It is well known that in case of the string duality the one-torus with
the self-dual radius $R=1$ is special in the sense that
symmetry-enhancement occurs.  We find that in the case of the membrane
there is a whole one-parameter family of two-tori which are self-dual.
They are characterized by the following radii:

\begin{equation}
R_1 = R\, ,\hskip 2truecm R_2 = {1\over R^2}\, .
\end{equation}

\noindent It would be interesting to see in which sense this family of
two tori plays a special role in membrane dynamics.

%%%%%%%%%%%%%%%%%%%%%%%%%%%%%%%%%%%%%%%%%%%%%%%%%%%%%%%%%%%%%%%%%%%%%%%

\section{Examples}
\label{sec-examples}

As an illustration of our results we shall now apply the duality
transformations constructed in previous sections to generate new
solutions of the type--IIA, type--IIB and ele\-ven-di\-men\-sion\-al
supergravity theories.  Our starting point will be the ``Supersymmetric
String Waves" ($SSW$) of Ref.~\cite{kn:Be3} which are solutions of the
heterotic string and also of the type--II equations of motion.  Under
type--I $T$--duality they are dual to the ``Generalized Fundamental
Strings" ($GFS$) solutions of Refs.~\cite{kn:Be4,kn:Dab1}.

Both the $SSW$ and $GFS$ solutions can be embedded into the type--I,
type--IIA and type--IIB theories.  We will denote the embedded solutions
by $SSW,SSW(A)$ and $SSW(B)$ respectively and similarly for the $GFS$.
We start with $SSW(A)$ and $GFS(A)$ and we first perform a discrete
$xy$--duality transformation using Eqs.~(\ref{eq:xyIIA}).  The
$xy$--duality generates new solutions of the type--IIA equations of
motion which we denote by $SSW(A^\prime)$ and $GFS(A^\prime)$,
respectively.  Next, we perform a type--II $T$--duality transformation
to the type--IIB theory according to Eqs.~(\ref{eq:TAB}).  This leads to
new solutions of the type--IIB theory where $SSW$ solutions are
converted into $GFS$ solutions and vice--versa.  We denote these new
solutions by $GFS(B^{\prime})$ and $SSW(B^{\prime})$, respectively.
Finally, we perform a further $xy$--duality transformation using
Eqs.~(\ref{eq:xyIIB}) getting $GFS(B)$ and $SSW(B)$.  The reader may
check that the $GFS(B)$ and $SSW(B)$ solutions are related by the
type--II $T$--duality Eqs.~(\ref{eq:TBA}) to the original $SSW(A)$ and
$GFS(A)$ solutions we started from, as they should.  Below we give the
explicit form of the new solutions obtained in this manner.

%%%%%%%%%%%%%%%%%%%%%%%%%%%%%%%%%%%%%%%%%%%%%%%%%%%%%%%%%%%%%%%%%%%%%%%

\subsection{Duality rotation of SSW}

We first consider the SSW case.
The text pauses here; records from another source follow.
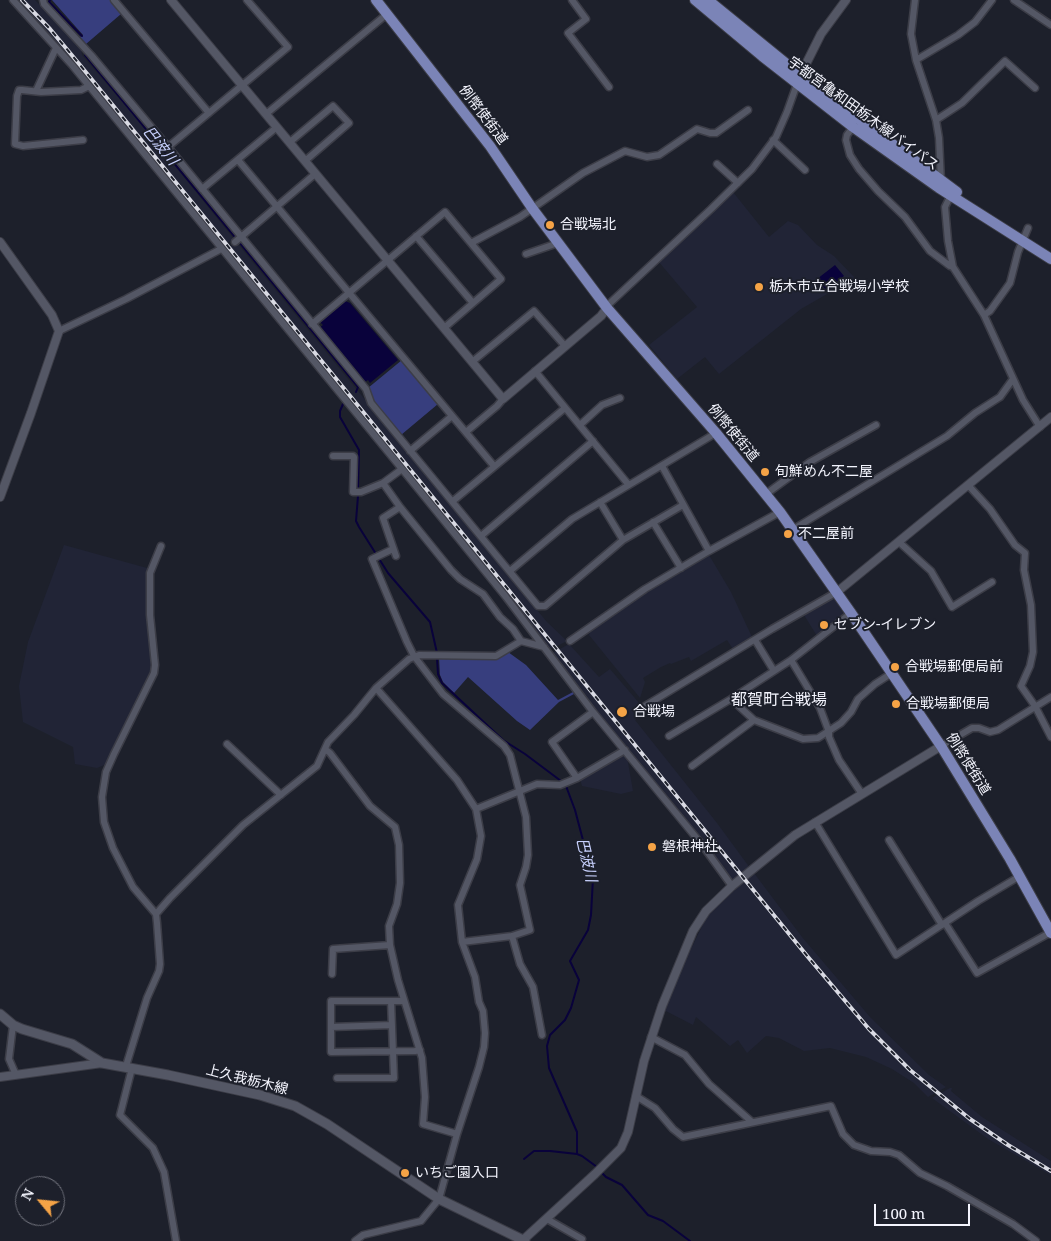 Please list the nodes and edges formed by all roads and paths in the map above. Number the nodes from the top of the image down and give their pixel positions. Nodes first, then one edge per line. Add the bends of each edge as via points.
1 (12, 0) edge
2 (43, 0) edge
3 (171, 0) edge
4 (248, 0) edge
5 (376, 0) edge
6 (572, 0) edge
7 (695, 0) edge
8 (708, 0) edge
9 (846, 0) edge
10 (915, 0) edge
11 (992, 0) edge
12 (1014, 0) edge
13 (118, 1) edge
14 (387, 14) junction
15 (1051, 25) edge
16 (56, 48) junction
17 (916, 60) junction
18 (798, 79) junction
19 (242, 85) junction
20 (89, 86) junction
21 (609, 87) dead end
22 (1035, 88) dead end
23 (36, 91) junction
24 (748, 110) dead end
25 (209, 113) junction
26 (266, 114) junction
27 (936, 120) junction
28 (277, 127) junction
29 (853, 127) junction
30 (83, 140) dead end
31 (773, 140) junction
32 (290, 142) junction
33 (168, 147) junction
34 (238, 160) junction
35 (305, 161) junction
36 (717, 164) dead end
37 (804, 170) dead end
38 (316, 174) junction
39 (738, 183) junction
40 (940, 184) junction
41 (202, 189) junction
42 (951, 195) junction
43 (278, 208) junction
44 (532, 208) junction
45 (1028, 228) dead end
46 (416, 236) junction
47 (241, 237) junction
48 (1021, 241) junction
49 (0, 242) edge
50 (235, 242) dead end
51 (471, 243) junction
52 (558, 243) junction
53 (222, 249) junction
54 (526, 254) dead end
55 (1051, 259) edge
56 (388, 261) junction
57 (953, 266) junction
58 (349, 293) junction
59 (473, 303) junction
60 (607, 308) junction
61 (984, 315) junction
62 (312, 324) junction
63 (444, 328) junction
64 (59, 331) junction
65 (565, 346) junction
66 (472, 362) junction
67 (535, 371) junction
68 (1013, 379) junction
69 (620, 398) dead end
70 (503, 399) junction
71 (565, 408) junction
72 (452, 416) junction
73 (1051, 417) edge
74 (580, 425) junction
75 (876, 425) dead end
76 (1040, 427) junction
77 (466, 432) junction
78 (716, 433) junction
79 (593, 441) junction
80 (410, 451) junction
81 (333, 456) dead end
82 (494, 466) junction
83 (662, 466) junction
84 (402, 469) junction
85 (383, 483) junction
86 (628, 484) junction
87 (968, 485) junction
88 (766, 494) junction
89 (0, 496) edge
90 (453, 501) junction
91 (600, 502) junction
92 (683, 505) junction
93 (400, 507) junction
94 (780, 512) junction
95 (654, 522) junction
96 (792, 530) junction
97 (481, 536) junction
98 (623, 540) junction
99 (899, 542) junction
100 (161, 546) dead end
101 (393, 549) junction
102 (708, 551) junction
103 (396, 556) dead end
104 (681, 568) junction
105 (510, 571) junction
106 (992, 582) dead end
107 (837, 592) junction
108 (851, 613) junction
109 (754, 640) junction
110 (521, 641) junction
111 (570, 641) dead end
112 (544, 647) junction
113 (414, 656) junction
114 (791, 660) junction
115 (774, 671) junction
116 (892, 673) junction
117 (376, 688) junction
118 (1051, 697) edge
119 (731, 700) junction
120 (645, 706) dead end
121 (1035, 706) junction
122 (593, 712) junction
123 (754, 720) junction
124 (829, 732) junction
125 (669, 736) dead end
126 (1051, 737) edge
127 (227, 744) dead end
128 (941, 746) junction
129 (325, 749) junction
130 (625, 750) junction
131 (692, 766) dead end
132 (577, 778) junction
133 (520, 791) junction
134 (862, 794) junction
135 (281, 795) junction
136 (476, 809) junction
137 (815, 822) junction
138 (889, 840) dead end
139 (1020, 876) junction
140 (732, 886) junction
141 (156, 914) junction
142 (944, 924) junction
143 (1051, 933) edge
144 (512, 936) junction
145 (462, 942) junction
146 (390, 945) junction
147 (332, 974) dead end
148 (391, 1001) junction
149 (404, 1001) junction
150 (0, 1014) edge
151 (13, 1025) junction
152 (392, 1025) junction
153 (331, 1027) junction
154 (542, 1035) dead end
155 (651, 1036) junction
156 (420, 1050) junction
157 (392, 1051) junction
158 (102, 1063) junction
159 (129, 1067) junction
160 (16, 1075) junction
161 (0, 1077) edge
162 (337, 1078) dead end
163 (636, 1096) junction
164 (752, 1122) junction
165 (457, 1134) junction
166 (439, 1199) junction
167 (547, 1219) junction
168 (583, 1238) edge
169 (176, 1241) edge
170 (355, 1241) edge
171 (523, 1241) edge
172 (1036, 1241) edge

1 - 16 street
2 - 33 street
3 - 19 street
4 - 19 street via 288,47
5 - 14 main road, 例幣使街道
6 - 21 street via 586,19 568,32
7 - 18 main road, 宇都宮亀和田栃木線バイパス
8 - 18 main road, 宇都宮亀和田栃木線バイパス
9 - 18 street via 821,34
10 - 17 street via 911,34
11 - 17 street via 970,26
12 - 15 street
13 - 25 street
14 - 26 street
14 - 44 main road, 例幣使街道 via 490,146
16 - 20 street
16 - 23 street
17 - 27 street
18 - 29 main road, 宇都宮亀和田栃木線バイパス
18 - 31 street
18 - 40 main road, 宇都宮亀和田栃木線バイパス
19 - 25 street
19 - 26 street
20 - 23 street via 81,90
20 - 53 street
22 - 27 street via 1005,62 962,103
23 - 30 street via 22,90 18,93 15,144
24 - 44 street via 716,132 710,134 697,129 659,156 647,157 625,151 583,173
25 - 33 street
26 - 28 street
27 - 40 street
28 - 32 street
28 - 34 street
29 - 40 main road, 宇都宮亀和田栃木線バイパス
29 - 57 street via 846,140 859,170 905,217 930,251
31 - 37 street
31 - 39 street
32 - 35 street
32 - 35 street via 333,106 348,123
33 - 41 street
34 - 41 street
34 - 43 street
35 - 38 street
36 - 39 street
38 - 43 street
38 - 56 street
39 - 60 street
40 - 42 main road, 宇都宮亀和田栃木線バイパス
40 - 48 main road, 宇都宮亀和田栃木線バイパス
41 - 47 street
42 - 48 main road, 宇都宮亀和田栃木線バイパス
42 - 57 street via 945,207
43 - 47 street
43 - 58 street
44 - 51 street
44 - 52 main road, 例幣使街道
45 - 48 street
46 - 51 street via 445,212
46 - 56 street
46 - 59 street
47 - 50 street
47 - 62 street
48 - 55 main road, 宇都宮亀和田栃木線バイパス
48 - 61 street via 1010,283
49 - 64 street
51 - 59 street via 501,278
52 - 54 street
52 - 60 main road, 例幣使街道
53 - 64 street
53 - 84 street
56 - 58 street
56 - 63 street
57 - 61 street
58 - 62 street
58 - 72 street
59 - 63 street
60 - 65 street
60 - 78 main road, 例幣使街道
61 - 68 street
62 - 80 street via 366,389 371,403
63 - 66 street
64 - 89 street
65 - 66 street via 534,311
65 - 67 street
66 - 70 street
67 - 70 street
67 - 71 street
68 - 76 street
68 - 96 street via 1000,398 946,436
69 - 74 street via 602,406
70 - 77 street
71 - 74 street
71 - 82 street
72 - 77 street
72 - 80 street
73 - 76 street
74 - 79 street
75 - 88 street via 810,462
76 - 87 street
77 - 82 street
78 - 83 street
78 - 88 main road, 例幣使街道
79 - 86 street
79 - 97 street
80 - 90 street
81 - 85 street via 354,457 353,492
82 - 90 street
83 - 86 street
83 - 92 street
84 - 85 street
84 - 112 street
85 - 93 street
86 - 91 street
87 - 99 street
87 - 121 street via 1024,553 1033,652 1021,686
88 - 94 main road, 例幣使街道
90 - 97 street
91 - 98 street
91 - 105 street via 572,519
92 - 95 street
92 - 102 street
93 - 101 street via 383,518
93 - 110 street via 451,570 487,598
94 - 96 main road, 例幣使街道
94 - 102 street
95 - 98 street
95 - 104 street
96 - 107 main road, 例幣使街道
97 - 105 street
98 - 105 street via 543,607 536,604
99 - 106 street via 931,570 952,607
99 - 107 street
100 - 141 street via 150,573 154,673 106,772 102,797 104,822 113,848 133,887
101 - 103 street
101 - 113 street via 372,559
102 - 104 street
104 - 111 street
107 - 108 main road, 例幣使街道
107 - 109 street
108 - 114 street
108 - 116 main road, 例幣使街道
109 - 115 street
109 - 120 street
110 - 112 street
110 - 113 street via 496,656
112 - 122 street
113 - 117 street
113 - 133 street via 443,694 504,746 510,755
114 - 115 street
114 - 124 street via 820,708
115 - 119 street
116 - 124 street via 858,699 851,712
116 - 128 main road, 例幣使街道
117 - 129 street
117 - 136 street via 458,780
118 - 121 street
119 - 123 street
119 - 125 street
121 - 126 street
121 - 128 street via 998,730 990,732 972,728
122 - 130 street
122 - 132 street via 552,742
123 - 124 street via 804,739 818,738
123 - 131 street
124 - 134 street via 839,760
127 - 135 street
128 - 134 street
128 - 139 main road, 例幣使街道
129 - 135 street via 317,766
129 - 146 street via 370,806 395,827 400,883 389,926
130 - 132 street
130 - 140 street
132 - 133 street via 560,785 537,784
133 - 136 street
133 - 144 street via 526,817 528,855 520,888 530,930
134 - 137 street
135 - 141 street via 242,825
136 - 145 street via 481,836 477,858 458,905
137 - 140 street
137 - 142 street via 896,954
138 - 142 street
139 - 142 street
139 - 143 main road, 例幣使街道
140 - 155 street via 706,911 693,932
141 - 159 street via 159,971 147,998
142 - 143 street via 977,974
144 - 145 street
144 - 154 street via 520,964 533,987
145 - 165 street via 475,977 485,1033 479,1068
146 - 147 street via 334,949
146 - 149 street
148 - 149 street
148 - 152 street
148 - 153 street via 331,1002
149 - 156 street
150 - 151 main road, 上久我栃木線
151 - 158 main road, 上久我栃木線 via 72,1044
151 - 160 street via 9,1059
152 - 153 street
152 - 157 street
153 - 157 street via 331,1052
155 - 163 street
155 - 164 street via 686,1055 709,1084
156 - 157 street
156 - 165 street via 424,1075 423,1124
157 - 162 street via 394,1078
158 - 159 main road, 上久我栃木線
158 - 160 street
159 - 166 main road, 上久我栃木線 via 260,1095 295,1106
159 - 169 street via 120,1115 153,1148 164,1172
160 - 161 street
163 - 164 street via 655,1108 683,1137
163 - 167 street via 621,1148
164 - 172 street via 831,1106 843,1134 854,1144 871,1152 899,1155 920,1174 948,1186 1014,1224
165 - 166 street
166 - 170 street via 421,1221 363,1235
166 - 171 main road, 上久我栃木線
167 - 168 street
167 - 171 street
The fields of the SSW(A)
solution are given by:

\begin{equation}
SSW(A)
\left\{
\begin{array}{rcl}
ds^{2}
&
=
&
2\left(dv +{\cal A}_{u}du +2{\cal A}_{\underline{i}}dx^{\underline{i}}
\right)du -dx^{\underline{i}}dx^{\underline{i}}\, ,
\\
& & \\
\hat{B}^{(1)}
&
=
&
2 {\cal A}_{\underline{i}}dx^{\underline{i}}\wedge du\, ,
\\
& & \\
\hat{\phi}
&
=
&
0\, .
\end{array}
\right.
\end{equation}
The indices $i,j$ run from $1$ to $8$ and
$u=\frac{1}{\sqrt{2}}(t+x),\,\, v=\frac{1}{\sqrt{2}}(t-x)$.
Here ${\cal A}_u$ and ${\cal A}_{\underline i}$ are arbitrary
functions, independent of $u$ and $v$, that satisfy the equations

\begin{equation}
\triangle {\cal A}_u = 0\, ,\hskip 1.5truecm
\triangle \partial^{[\underline i} {\cal A}^{{\underline {j}}]}=0\, ,
\end{equation}

\noindent where the Laplacian is taken over the eight transverse
directions only.

Performing the $xy$--duality transformations Eqs.~(\ref{eq:xyIIA})
we get the new $SSW(A^\prime)$ solution:

\begin{equation}
SSW(A^{\prime})
\left\{
\begin{array}{rcl}
ds^{2}
&
=
&
e^{-\frac{2}{3}\hat{\phi}}
\left( dt +{\textstyle\frac{1}{\sqrt{2}}}
{\cal A}_{\underline{i}}dx^{\underline{i}}\right)^{2}
-e^{-\frac{2}{3}\hat{\phi}}
\left( dx^{2} +dx^{\underline{i}}dx^{\underline{i}}\right)
\\
& & \\
\hat{B}^{(1)}
&
=
&
-{\textstyle\frac{1}{\sqrt{2}}}
{\cal A}_{\underline{i}} dx^{\underline{i}} \wedge dx\, ,
\\
& & \\
\hat{C}
&
=
&
{\textstyle\frac{\sqrt{2}}{3}}
{\cal A}_{\underline{i}} dx^{\underline{i}}
\wedge dt \wedge dx\, ,
\\
& & \\
\hat{A}^{(1)}
&
=
&
-e^{-\frac{4}{3}\hat{\phi}}
\left\{\left(1-e^{\frac{4}{3}\hat{\phi}}\right) dt
+{\textstyle\frac{1}{\sqrt{2}}
{\cal A}_{\underline{i}} dx^{\underline{i}}} \right\}
\\
& & \\
\hat{\phi}
&
=
&
{\textstyle\frac{3}{4}}
\log{(1-{\cal A}_{u})}\, ,
\end{array}
\right.
\end{equation}

\noindent Next, we perform the type--II $T$--duality transformation
Eqs.~(\ref{eq:TAB}) and get the new $GFS(B^\prime)$ solution

\begin{equation}
GFS(B^{\prime})
\left\{
\begin{array}{rcl}
ds^{2}
&
=
&
2e^{-\hat{\varphi}}
\left(du+{\cal A}_{\underline{i}}dx^{\underline{i}} \right)dv
-e^{\hat{\varphi}}dx^{\underline{i}}dx^{\underline{i}}\, ,
\\
& & \\
\hat{\cal B}^{(2)}
&
=
&
e^{-2\hat{\varphi}}
(1-e^{\hat{\varphi}})
{\cal A}_{\underline{i}} dx^{\underline{i}}
\wedge
dv\, ,
\\
& & \\
\hat{\varphi}
&
=
&
\frac{1}{2}\log{(1-{\cal A}_{u})}\, ,
\end{array}
\right.
\end{equation}

\noindent with all other fields vanishing.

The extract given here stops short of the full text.